Friday, October 11, 2013

The Transaction Report Queue

Summary: Functional databases such as Datomic eliminate the burden of deciding what information a downstream observer needs.  Just give 'em everything, lazily.

The Transaction Report Queue

In Datomic, you can monitor all transactions.  Any peer process in the system can request a transaction report queue of every transaction against a particular database.

TxReportWatcher is a simple example of this.  It watches a particular attribute in the database, and prints the entity id and value whenever a change to that attribute appears.  The essence of the code is only a few lines of Java:

final BlockingQueue queue = conn.txReportQueue();

while (true) {
    final Map tx = queue.take();
    Collection results = q(byAttribute, tx.get(TX_DATA), attrid);
    for (Iterator it = results.iterator(); it.hasNext(); ) {
        printList(it.next());
    }
}

There are several things to note here:
  • The Datomic query function q is used to query the transaction data, showing that the full power of the database query language is available while handling transaction events.
  • The TX_DATA map key points to all the data added to the database by this particular transaction.
  • Everything is made of generic data structures accessible from any JVM language: queues, collections, maps, and lists.  (There is no ResultSet API.)

Context Matters

How much information does a transaction observer need in order to take useful action?  An easy but naive answer is "just the TX_DATA".

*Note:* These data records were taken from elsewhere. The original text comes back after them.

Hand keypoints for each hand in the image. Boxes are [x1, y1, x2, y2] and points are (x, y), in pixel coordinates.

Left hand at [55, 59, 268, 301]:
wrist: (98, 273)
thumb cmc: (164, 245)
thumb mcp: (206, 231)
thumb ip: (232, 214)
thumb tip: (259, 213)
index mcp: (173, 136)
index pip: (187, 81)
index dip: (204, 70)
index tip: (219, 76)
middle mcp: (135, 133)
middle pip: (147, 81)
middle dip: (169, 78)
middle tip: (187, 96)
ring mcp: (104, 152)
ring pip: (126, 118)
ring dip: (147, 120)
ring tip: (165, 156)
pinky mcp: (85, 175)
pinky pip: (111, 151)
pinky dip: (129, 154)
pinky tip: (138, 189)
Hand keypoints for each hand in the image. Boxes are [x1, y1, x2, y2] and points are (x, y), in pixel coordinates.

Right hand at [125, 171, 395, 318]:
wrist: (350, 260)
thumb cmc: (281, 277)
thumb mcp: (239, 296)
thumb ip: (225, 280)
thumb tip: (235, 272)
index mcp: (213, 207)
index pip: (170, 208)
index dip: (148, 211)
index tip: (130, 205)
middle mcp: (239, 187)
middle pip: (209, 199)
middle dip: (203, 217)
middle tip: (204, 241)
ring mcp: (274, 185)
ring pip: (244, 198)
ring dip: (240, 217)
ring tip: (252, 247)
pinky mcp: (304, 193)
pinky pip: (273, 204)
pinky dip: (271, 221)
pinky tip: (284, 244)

But when you move past toy systems and blog examples, context matters.  For example, when a user places an order in a system, you might want to take different actions based on 
  • that user's order history
  • the current inventory status
  • time limited promotions
  • that user's relation to other users
It is impossible to anticipate in advance the context you might need.  But if you don't provide enough information, you will have to go back and ask for more.  There are many risks here.  The biggest risk is that such asking will introduce tighter coupling via the need for coordination, e.g. going back and asking questions of a database, questions that must be coordinated with the time of the event.  Unnecessary coordination is a cause of complexity (and an enemy of scalability).

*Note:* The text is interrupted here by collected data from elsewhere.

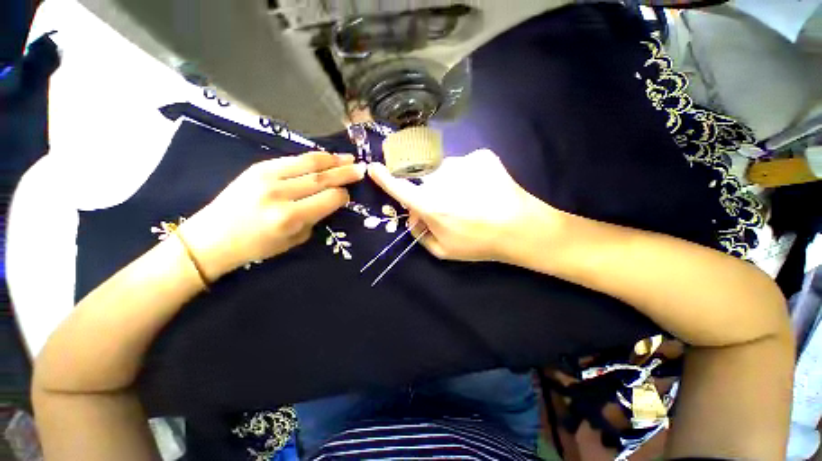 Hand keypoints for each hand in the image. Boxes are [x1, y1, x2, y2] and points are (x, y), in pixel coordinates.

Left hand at [181, 152, 365, 279]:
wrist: (212, 238)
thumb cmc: (257, 246)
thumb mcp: (294, 240)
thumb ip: (315, 218)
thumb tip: (330, 200)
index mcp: (290, 217)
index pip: (329, 198)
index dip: (343, 196)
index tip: (348, 195)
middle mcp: (280, 194)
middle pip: (322, 178)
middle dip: (345, 173)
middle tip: (362, 169)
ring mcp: (267, 177)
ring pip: (309, 163)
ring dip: (332, 160)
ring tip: (349, 158)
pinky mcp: (258, 167)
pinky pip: (292, 159)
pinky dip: (313, 158)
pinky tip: (325, 157)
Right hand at [368, 149, 560, 262]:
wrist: (522, 228)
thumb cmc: (479, 243)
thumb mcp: (443, 250)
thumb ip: (420, 234)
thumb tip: (412, 216)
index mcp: (431, 205)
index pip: (400, 188)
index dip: (385, 178)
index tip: (374, 167)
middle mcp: (442, 180)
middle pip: (426, 180)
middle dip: (431, 191)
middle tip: (452, 206)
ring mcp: (463, 163)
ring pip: (446, 170)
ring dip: (451, 182)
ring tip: (472, 199)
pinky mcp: (481, 155)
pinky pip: (465, 163)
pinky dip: (469, 175)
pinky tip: (484, 188)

Is there another way?  You bet!  If you have a functional database, where points in time are immutable values, then you can make the entire database available.  Datomic provides exactly this. In addition to the TX_DATA key, the DB_AFTER key points to the entire database as of the completion of the transaction.  And the DB_BEFORE key points to the entire database immediately before the transaction started.  Because both the "before" and "after" copies of the database are immutable values, no coordination with other processes is required, ever.

A Common Misconception

Developers often raise an objection to this approach:  "Oh, I see, this approach is limited to tiny databases that can fit in memory and be passed around."  Not at all.  Because they are immutable, Datomic databases can be lazily realized, pulling into memory only the parts that are needed.

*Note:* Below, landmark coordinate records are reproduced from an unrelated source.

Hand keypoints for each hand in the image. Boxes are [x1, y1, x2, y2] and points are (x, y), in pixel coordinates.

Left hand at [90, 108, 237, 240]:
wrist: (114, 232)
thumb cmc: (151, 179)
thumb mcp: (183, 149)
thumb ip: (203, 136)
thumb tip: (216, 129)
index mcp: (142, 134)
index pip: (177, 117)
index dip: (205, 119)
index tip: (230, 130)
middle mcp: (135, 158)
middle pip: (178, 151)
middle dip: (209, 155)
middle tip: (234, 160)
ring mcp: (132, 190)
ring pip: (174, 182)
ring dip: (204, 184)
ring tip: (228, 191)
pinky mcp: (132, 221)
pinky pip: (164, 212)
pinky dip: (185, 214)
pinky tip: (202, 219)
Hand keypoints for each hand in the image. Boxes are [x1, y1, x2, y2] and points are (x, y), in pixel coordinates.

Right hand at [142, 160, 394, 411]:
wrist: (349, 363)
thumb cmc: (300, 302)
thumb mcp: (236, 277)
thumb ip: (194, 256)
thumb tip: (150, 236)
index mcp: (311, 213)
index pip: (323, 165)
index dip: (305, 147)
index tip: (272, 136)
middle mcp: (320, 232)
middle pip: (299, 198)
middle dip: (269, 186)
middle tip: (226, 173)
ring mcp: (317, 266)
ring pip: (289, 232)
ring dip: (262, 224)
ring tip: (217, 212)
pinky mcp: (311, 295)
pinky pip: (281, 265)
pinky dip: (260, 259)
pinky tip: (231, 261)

Moreover, Datomic's indexes provide leverage over your data. Queries do not have to realize the entire database, they can use just the data needed.  Datomic indexes provide leverage for "row", "column", "document", and "graph" access styles, so a wide variety of workloads are efficient.  Different peers will "cache over" their working sets automatically, without you having to plan in advance which machine needs which data.

Composition FTW

Datomic's transaction report queue makes it possible for any peer to observe and respond to transactions, with complete access to all necessary context, and without any coordination with database writes.  Transaction reports are a simple building block for scalable systems.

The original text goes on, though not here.